The idea of out of many one, and that all men are created equal sits squarely at the heart of the US Constitution, ideals that even in their birth were restricted to a narrow elite. It took protests, battles, a Civil War, two World Wars, Vietnam, and yet more protests to shape the nature of the current rights in the US. All the way back to Andrew Jackson and the framers of the Constitution there has been a tension in the desire to grant and protect rights. Who is worthy, and who gets the whip hand and lead shot. Protests are part of the American tapestry, and raise the common consciousness enough to enact change, both the Constitution and to the framing of how the nation sees itself.

Copyright 2020 — Rachel Saunders

It is the practical application of rights that matter, not just the letter of the law or Constitution. Without equity in the application of rights society will continue to contract those who rights and the rule of law benefit. It matters who is arrested, who is profiled, who is left to their own devices. Put any neighbourhood under the microscope and crime invariably goes up as parking tickets, speeding violations, jay walking, littering, dog fouling and any number of minor crimes go from overlooked to being registered. The American tapestry invariably leads to some neighbourhoods gain certain reputations, yet tighten the screws enough, and any neighbourhood could.

Yet, as access to all the net benefits of society flow into ever narrowing channels, at what point do you say enough is enough? When Puerto Rico is devastated and ignored? When neighbourhood kids are shot and killed by Police for merely walking home? When your doctor over prescribes opioids to your neighbours, spiking overdoses and deaths? Or when your child’s school is attacked by isolated teenagers with semi-automatic weapons? How about when celebrities pay to gin the college application system? Or when a Presidential candidate talks of sexually assaulting women? When?

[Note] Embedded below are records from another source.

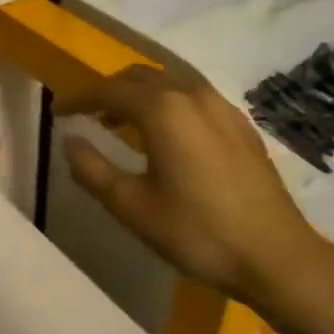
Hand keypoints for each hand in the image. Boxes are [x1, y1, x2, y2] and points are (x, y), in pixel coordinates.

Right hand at [58, 64, 333, 319]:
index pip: (109, 90)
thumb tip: (70, 141)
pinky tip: (165, 134)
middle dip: (109, 90)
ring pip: (170, 82)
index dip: (79, 99)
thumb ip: (92, 169)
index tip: (57, 112)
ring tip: (121, 123)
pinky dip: (167, 103)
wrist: (275, 256)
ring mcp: (222, 108)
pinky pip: (193, 96)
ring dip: (139, 94)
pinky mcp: (241, 125)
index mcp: (163, 110)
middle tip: (87, 114)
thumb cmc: (196, 232)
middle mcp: (192, 96)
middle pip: (140, 76)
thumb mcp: (132, 206)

Inequality is not just a race issues, or class issue, or gender issue. It cuts across all lines. The very fabric of the US is built on the blood of iniquity, paid for with gold dug out of Sioux hills, and paved over with iron forged by immigrants toiling away for bottom dollar. Iniquity is more than being bankrupted over medical expenses, or ripped off by for-profit universities, or being forced to go out to work during a pandemic because you are too poor to not afford to. It reaches deep down into each citizen every time those with privilege bend the rules to suit themselves, and co-opt the communal spirit that blazes across America to suit their own ends.

Copyright 2020 — Rachel Saunders

When California, New-Mexico, Arizona, Texas, Alaska, Hawaii et al were brought into the union a one size fits all Constitution was rendered from on high, for good and bad. Today, it is up to all Americans to not just embrace the tapestry of communities and cultures, but to find empowerment in this difference. The right to free speech is fundamental because it allows all citizens to speak out, to lift themselves above the concerted blocking by those who benefit. The right to protest is paramount, because if the system fails to provide equity, then citizens must have a release valve that is not murderous in intent. An unequal yoke is bad for all parties, and if the system is failing, then citizens must find ways of making it work for all, not just the few.

In this fractious period of July 2020 it is easy to point to where inequalities lies, and prognosticate about the future. What is clear is that the American tapestry is fraying at an ever increasing rate, and if citizens want to halt and roll back these processes there must be a vision of what that future could be that lifts up the many, not the few. Americans have every right to be as equal as their neighbours, and if there is any shred left to the American Dream then it will be a collective effort to enable all to have it, else it will be for a small minority and dust for the rest.